--- START ---

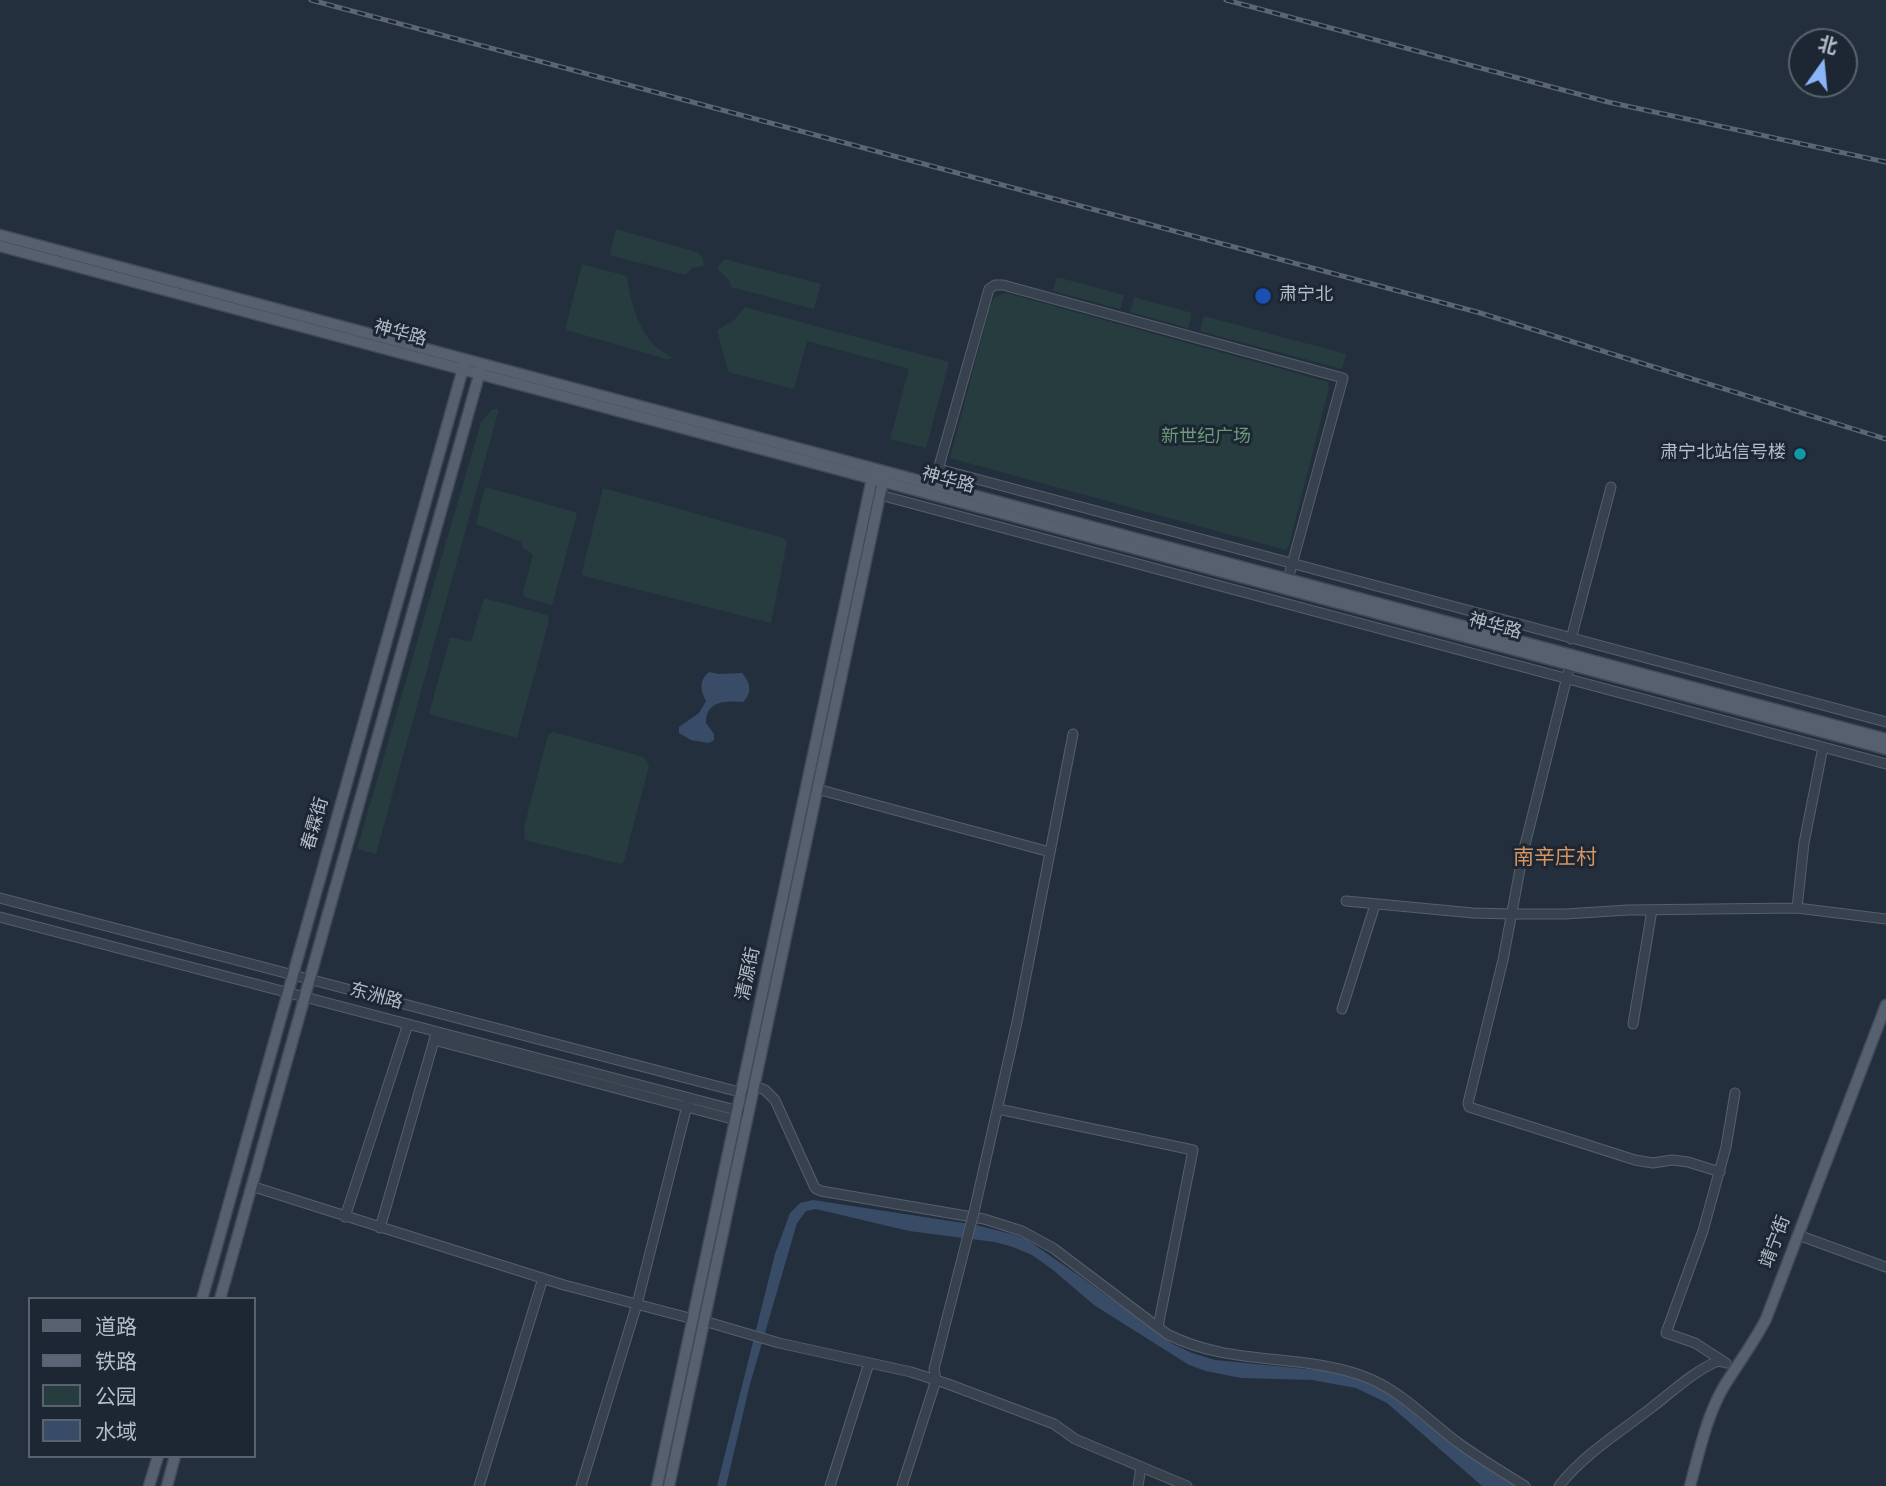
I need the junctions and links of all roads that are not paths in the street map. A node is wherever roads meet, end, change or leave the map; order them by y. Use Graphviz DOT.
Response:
graph roads {
  1 [pos="0,235"];
  2 [pos="0,246"];
  3 [pos="464,364"];
  4 [pos="480,368"];
  5 [pos="939,469"];
  6 [pos="879,475"];
  7 [pos="934,484"];
  8 [pos="1611,487"];
  9 [pos="880,495"];
  10 [pos="1292,564"];
  11 [pos="1288,579"];
  12 [pos="1571,639"];
  13 [pos="1570,665"];
  14 [pos="1566,678"];
  15 [pos="1886,722"];
  16 [pos="1073,734"];
  17 [pos="1886,738"];
  18 [pos="1823,747"];
  19 [pos="1886,750"];
  20 [pos="1886,764"];
  21 [pos="817,789"];
  22 [pos="1050,852"];
  23 [pos="0,898"];
  24 [pos="1346,901"];
  25 [pos="1375,905"];
  26 [pos="1797,908"];
  27 [pos="1652,910"];
  28 [pos="1512,914"];
  29 [pos="0,917"];
  30 [pos="1886,919"];
  31 [pos="293,975"];
  32 [pos="309,979"];
  33 [pos="288,993"];
  34 [pos="304,997"];
  35 [pos="1886,1005"];
  36 [pos="1342,1009"];
  37 [pos="408,1024"];
  38 [pos="1633,1024"];
  39 [pos="435,1036"];
  40 [pos="749,1092"];
  41 [pos="1735,1093"];
  42 [pos="688,1102"];
  43 [pos="998,1109"];
  44 [pos="740,1115"];
  45 [pos="1720,1172"];
  46 [pos="251,1186"];
  47 [pos="345,1217"];
  48 [pos="380,1228"];
  49 [pos="1798,1235"];
  50 [pos="1886,1267"];
  51 [pos="544,1278"];
  52 [pos="203,1297"];
  53 [pos="221,1297"];
  54 [pos="637,1304"];
  55 [pos="698,1320"];
  56 [pos="1158,1327"];
  57 [pos="869,1363"];
  58 [pos="1731,1366"];
  59 [pos="936,1380"];
  60 [pos="157,1458"];
  61 [pos="174,1458"];
  62 [pos="1141,1467"];
  63 [pos="149,1486"];
  64 [pos="167,1486"];
  65 [pos="479,1486"];
  66 [pos="581,1486"];
  67 [pos="657,1486"];
  68 [pos="668,1486"];
  69 [pos="831,1486"];
  70 [pos="902,1486"];
  71 [pos="1138,1486"];
  72 [pos="1187,1486"];
  73 [pos="1525,1486"];
  74 [pos="1559,1486"];
  75 [pos="1690,1486"];
  1 -- 3 [label="main road, 神华路"];
  2 -- 3 [label="main road, 神华路"];
  3 -- 4 [label="main road, 神华路"];
  3 -- 31 [label="main road, 春霖街"];
  4 -- 6 [label="main road, 神华路"];
  4 -- 32 [label="main road, 春霖街"];
  5 -- 7 [label="street"];
  5 -- 10 [label="street"];
  5 -- 10 [label="street"];
  6 -- 7 [label="main road, 神华路"];
  6 -- 9 [label="main road, 清源街"];
  6 -- 13 [label="main road, 神华路"];
  6 -- 40 [label="main road, 清源街"];
  7 -- 11 [label="main road, 神华路"];
  8 -- 12 [label="street"];
  9 -- 14 [label="street"];
  9 -- 21 [label="main road, 清源街"];
  10 -- 11 [label="street"];
  10 -- 12 [label="street"];
  11 -- 17 [label="main road, 神华路"];
  12 -- 15 [label="street"];
  13 -- 14 [label="street"];
  13 -- 19 [label="main road, 神华路"];
  14 -- 18 [label="street"];
  14 -- 28 [label="street"];
  16 -- 22 [label="street"];
  18 -- 20 [label="street"];
  18 -- 26 [label="street"];
  21 -- 22 [label="street"];
  21 -- 40 [label="main road, 清源街"];
  22 -- 43 [label="street"];
  23 -- 31 [label="street, 东洲路"];
  24 -- 25 [label="street"];
  25 -- 28 [label="street"];
  25 -- 36 [label="street"];
  26 -- 27 [label="street"];
  26 -- 30 [label="street"];
  27 -- 28 [label="street"];
  27 -- 38 [label="street"];
  28 -- 45 [label="street"];
  29 -- 33 [label="street, 东洲路"];
  31 -- 32 [label="street, 东洲路"];
  31 -- 33 [label="main road, 春霖街"];
  32 -- 34 [label="main road, 春霖街"];
  32 -- 40 [label="street, 东洲路"];
  33 -- 34 [label="street, 东洲路"];
  33 -- 52 [label="main road, 春霖街"];
  34 -- 37 [label="street, 东洲路"];
  34 -- 46 [label="main road, 春霖街"];
  35 -- 49 [label="main road, 靖宁街"];
  37 -- 39 [label="street, 东洲路"];
  37 -- 47 [label="street"];
  39 -- 42 [label="street, 东洲路"];
  39 -- 48 [label="street"];
  40 -- 44 [label="main road, 清源街"];
  40 -- 56 [label="street"];
  41 -- 45 [label="street"];
  42 -- 44 [label="street, 东洲路"];
  42 -- 54 [label="street"];
  43 -- 56 [label="street"];
  43 -- 59 [label="street, bridge"];
  44 -- 55 [label="main road, 清源街"];
  45 -- 58 [label="street"];
  46 -- 47 [label="street"];
  46 -- 53 [label="main road, 春霖街"];
  47 -- 48 [label="street"];
  48 -- 51 [label="street"];
  49 -- 50 [label="street"];
  49 -- 58 [label="main road, 靖宁街"];
  51 -- 54 [label="street"];
  51 -- 65 [label="street"];
  54 -- 55 [label="street"];
  54 -- 66 [label="street"];
  55 -- 57 [label="street"];
  55 -- 67 [label="main road, 清源街"];
  55 -- 68 [label="main road, 清源街"];
  56 -- 73 [label="street"];
  57 -- 59 [label="street"];
  57 -- 69 [label="street"];
  58 -- 74 [label="street"];
  58 -- 75 [label="main road, 靖宁街"];
  59 -- 62 [label="street"];
  59 -- 70 [label="street"];
  60 -- 63 [label="main road"];
  61 -- 64 [label="main road"];
  62 -- 71 [label="street"];
  62 -- 72 [label="street"];
}
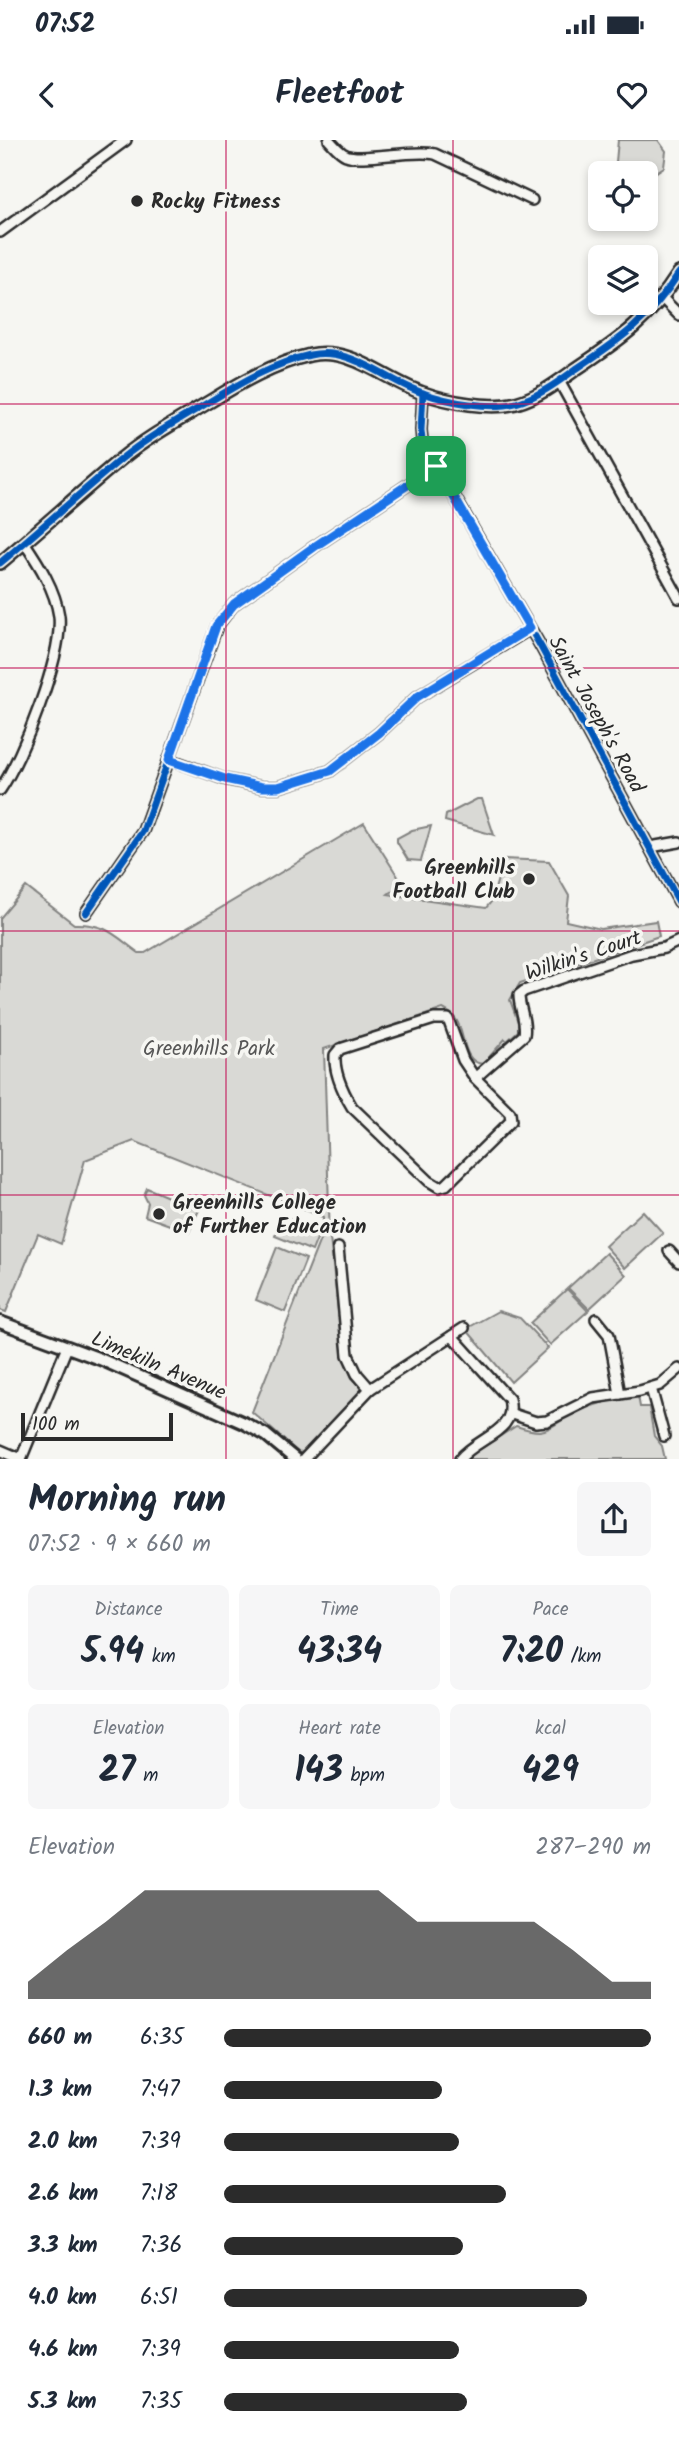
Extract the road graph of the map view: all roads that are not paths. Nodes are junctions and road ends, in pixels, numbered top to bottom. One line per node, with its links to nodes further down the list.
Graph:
1 (126, 140): 4 (street)
2 (328, 140): 3 (street)
3 (532, 200)
4 (0, 232)
5 (679, 273): 6 (street)
6 (663, 299): 7 (street); 8 (street)
7 (679, 315)
8 (559, 382): 9 (street); 13 (street)
9 (423, 393): 10 (street, Saint Joseph's Road); 11 (street)
10 (436, 466): 14 (street, Saint Joseph's Road); 15 (street)
11 (24, 542): 12 (street); 16 (street)
12 (0, 562)
13 (679, 598)
14 (530, 628): 15 (street); 18 (street, Saint Joseph's Road)
15 (169, 760): 20 (street)
16 (0, 790)
17 (679, 842): 18 (street)
18 (650, 847): 19 (street, Saint Joseph's Road)
19 (679, 902)
20 (86, 914)
21 (679, 941): 22 (street, Wilkin's Court)
22 (475, 1078): 22 (street)
23 (338, 1248): 33 (street)
24 (669, 1251): 25 (street)
25 (679, 1262)
26 (596, 1319): 34 (street)
27 (0, 1322): 30 (street, Limekiln Avenue)
28 (464, 1328): 29 (street)
29 (452, 1336): 33 (street); 35 (street)
30 (67, 1347): 38 (street); 39 (street, Limekiln Avenue)
31 (679, 1369): 32 (street)
32 (651, 1388): 34 (street); 36 (street)
33 (370, 1389): 40 (street)
34 (620, 1394): 35 (street)
35 (512, 1414): 41 (street)
36 (664, 1436)
37 (0, 1450): 38 (street)
38 (21, 1459)
39 (295, 1459)
40 (304, 1459)
41 (460, 1459)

--- END ---

What you are asked to do:
Transcribe the records above exactly, skipping pictures.

Finished exercise:
I need the junctions and links of all roads that are not paths in the street map. A node is wherever roads meet, end, change or leave the map; order them by y. Use Graphviz DOT.
Response:
graph roads {
  1 [pos="0,235"];
  2 [pos="0,246"];
  3 [pos="464,364"];
  4 [pos="480,368"];
  5 [pos="939,469"];
  6 [pos="879,475"];
  7 [pos="934,484"];
  8 [pos="1611,487"];
  9 [pos="880,495"];
  10 [pos="1292,564"];
  11 [pos="1288,579"];
  12 [pos="1571,639"];
  13 [pos="1570,665"];
  14 [pos="1566,678"];
  15 [pos="1886,722"];
  16 [pos="1073,734"];
  17 [pos="1886,738"];
  18 [pos="1823,747"];
  19 [pos="1886,750"];
  20 [pos="1886,764"];
  21 [pos="817,789"];
  22 [pos="1050,852"];
  23 [pos="0,898"];
  24 [pos="1346,901"];
  25 [pos="1375,905"];
  26 [pos="1797,908"];
  27 [pos="1652,910"];
  28 [pos="1512,914"];
  29 [pos="0,917"];
  30 [pos="1886,919"];
  31 [pos="293,975"];
  32 [pos="309,979"];
  33 [pos="288,993"];
  34 [pos="304,997"];
  35 [pos="1886,1005"];
  36 [pos="1342,1009"];
  37 [pos="408,1024"];
  38 [pos="1633,1024"];
  39 [pos="435,1036"];
  40 [pos="749,1092"];
  41 [pos="1735,1093"];
  42 [pos="688,1102"];
  43 [pos="998,1109"];
  44 [pos="740,1115"];
  45 [pos="1720,1172"];
  46 [pos="251,1186"];
  47 [pos="345,1217"];
  48 [pos="380,1228"];
  49 [pos="1798,1235"];
  50 [pos="1886,1267"];
  51 [pos="544,1278"];
  52 [pos="203,1297"];
  53 [pos="221,1297"];
  54 [pos="637,1304"];
  55 [pos="698,1320"];
  56 [pos="1158,1327"];
  57 [pos="869,1363"];
  58 [pos="1731,1366"];
  59 [pos="936,1380"];
  60 [pos="157,1458"];
  61 [pos="174,1458"];
  62 [pos="1141,1467"];
  63 [pos="149,1486"];
  64 [pos="167,1486"];
  65 [pos="479,1486"];
  66 [pos="581,1486"];
  67 [pos="657,1486"];
  68 [pos="668,1486"];
  69 [pos="831,1486"];
  70 [pos="902,1486"];
  71 [pos="1138,1486"];
  72 [pos="1187,1486"];
  73 [pos="1525,1486"];
  74 [pos="1559,1486"];
  75 [pos="1690,1486"];
  1 -- 3 [label="main road, 神华路"];
  2 -- 3 [label="main road, 神华路"];
  3 -- 4 [label="main road, 神华路"];
  3 -- 31 [label="main road, 春霖街"];
  4 -- 6 [label="main road, 神华路"];
  4 -- 32 [label="main road, 春霖街"];
  5 -- 7 [label="street"];
  5 -- 10 [label="street"];
  5 -- 10 [label="street"];
  6 -- 7 [label="main road, 神华路"];
  6 -- 9 [label="main road, 清源街"];
  6 -- 13 [label="main road, 神华路"];
  6 -- 40 [label="main road, 清源街"];
  7 -- 11 [label="main road, 神华路"];
  8 -- 12 [label="street"];
  9 -- 14 [label="street"];
  9 -- 21 [label="main road, 清源街"];
  10 -- 11 [label="street"];
  10 -- 12 [label="street"];
  11 -- 17 [label="main road, 神华路"];
  12 -- 15 [label="street"];
  13 -- 14 [label="street"];
  13 -- 19 [label="main road, 神华路"];
  14 -- 18 [label="street"];
  14 -- 28 [label="street"];
  16 -- 22 [label="street"];
  18 -- 20 [label="street"];
  18 -- 26 [label="street"];
  21 -- 22 [label="street"];
  21 -- 40 [label="main road, 清源街"];
  22 -- 43 [label="street"];
  23 -- 31 [label="street, 东洲路"];
  24 -- 25 [label="street"];
  25 -- 28 [label="street"];
  25 -- 36 [label="street"];
  26 -- 27 [label="street"];
  26 -- 30 [label="street"];
  27 -- 28 [label="street"];
  27 -- 38 [label="street"];
  28 -- 45 [label="street"];
  29 -- 33 [label="street, 东洲路"];
  31 -- 32 [label="street, 东洲路"];
  31 -- 33 [label="main road, 春霖街"];
  32 -- 34 [label="main road, 春霖街"];
  32 -- 40 [label="street, 东洲路"];
  33 -- 34 [label="street, 东洲路"];
  33 -- 52 [label="main road, 春霖街"];
  34 -- 37 [label="street, 东洲路"];
  34 -- 46 [label="main road, 春霖街"];
  35 -- 49 [label="main road, 靖宁街"];
  37 -- 39 [label="street, 东洲路"];
  37 -- 47 [label="street"];
  39 -- 42 [label="street, 东洲路"];
  39 -- 48 [label="street"];
  40 -- 44 [label="main road, 清源街"];
  40 -- 56 [label="street"];
  41 -- 45 [label="street"];
  42 -- 44 [label="street, 东洲路"];
  42 -- 54 [label="street"];
  43 -- 56 [label="street"];
  43 -- 59 [label="street, bridge"];
  44 -- 55 [label="main road, 清源街"];
  45 -- 58 [label="street"];
  46 -- 47 [label="street"];
  46 -- 53 [label="main road, 春霖街"];
  47 -- 48 [label="street"];
  48 -- 51 [label="street"];
  49 -- 50 [label="street"];
  49 -- 58 [label="main road, 靖宁街"];
  51 -- 54 [label="street"];
  51 -- 65 [label="street"];
  54 -- 55 [label="street"];
  54 -- 66 [label="street"];
  55 -- 57 [label="street"];
  55 -- 67 [label="main road, 清源街"];
  55 -- 68 [label="main road, 清源街"];
  56 -- 73 [label="street"];
  57 -- 59 [label="street"];
  57 -- 69 [label="street"];
  58 -- 74 [label="street"];
  58 -- 75 [label="main road, 靖宁街"];
  59 -- 62 [label="street"];
  59 -- 70 [label="street"];
  60 -- 63 [label="main road"];
  61 -- 64 [label="main road"];
  62 -- 71 [label="street"];
  62 -- 72 [label="street"];
}
Extract the road graph of the map view: all roads that are not paths. Nodes are junctions and road ends, in pixels, numbered top to bottom. One line per node, with its links to nodes further down the list.
Graph:
1 (126, 140): 4 (street)
2 (328, 140): 3 (street)
3 (532, 200)
4 (0, 232)
5 (679, 273): 6 (street)
6 (663, 299): 7 (street); 8 (street)
7 (679, 315)
8 (559, 382): 9 (street); 13 (street)
9 (423, 393): 10 (street, Saint Joseph's Road); 11 (street)
10 (436, 466): 14 (street, Saint Joseph's Road); 15 (street)
11 (24, 542): 12 (street); 16 (street)
12 (0, 562)
13 (679, 598)
14 (530, 628): 15 (street); 18 (street, Saint Joseph's Road)
15 (169, 760): 20 (street)
16 (0, 790)
17 (679, 842): 18 (street)
18 (650, 847): 19 (street, Saint Joseph's Road)
19 (679, 902)
20 (86, 914)
21 (679, 941): 22 (street, Wilkin's Court)
22 (475, 1078): 22 (street)
23 (338, 1248): 33 (street)
24 (669, 1251): 25 (street)
25 (679, 1262)
26 (596, 1319): 34 (street)
27 (0, 1322): 30 (street, Limekiln Avenue)
28 (464, 1328): 29 (street)
29 (452, 1336): 33 (street); 35 (street)
30 (67, 1347): 38 (street); 39 (street, Limekiln Avenue)
31 (679, 1369): 32 (street)
32 (651, 1388): 34 (street); 36 (street)
33 (370, 1389): 40 (street)
34 (620, 1394): 35 (street)
35 (512, 1414): 41 (street)
36 (664, 1436)
37 (0, 1450): 38 (street)
38 (21, 1459)
39 (295, 1459)
40 (304, 1459)
41 (460, 1459)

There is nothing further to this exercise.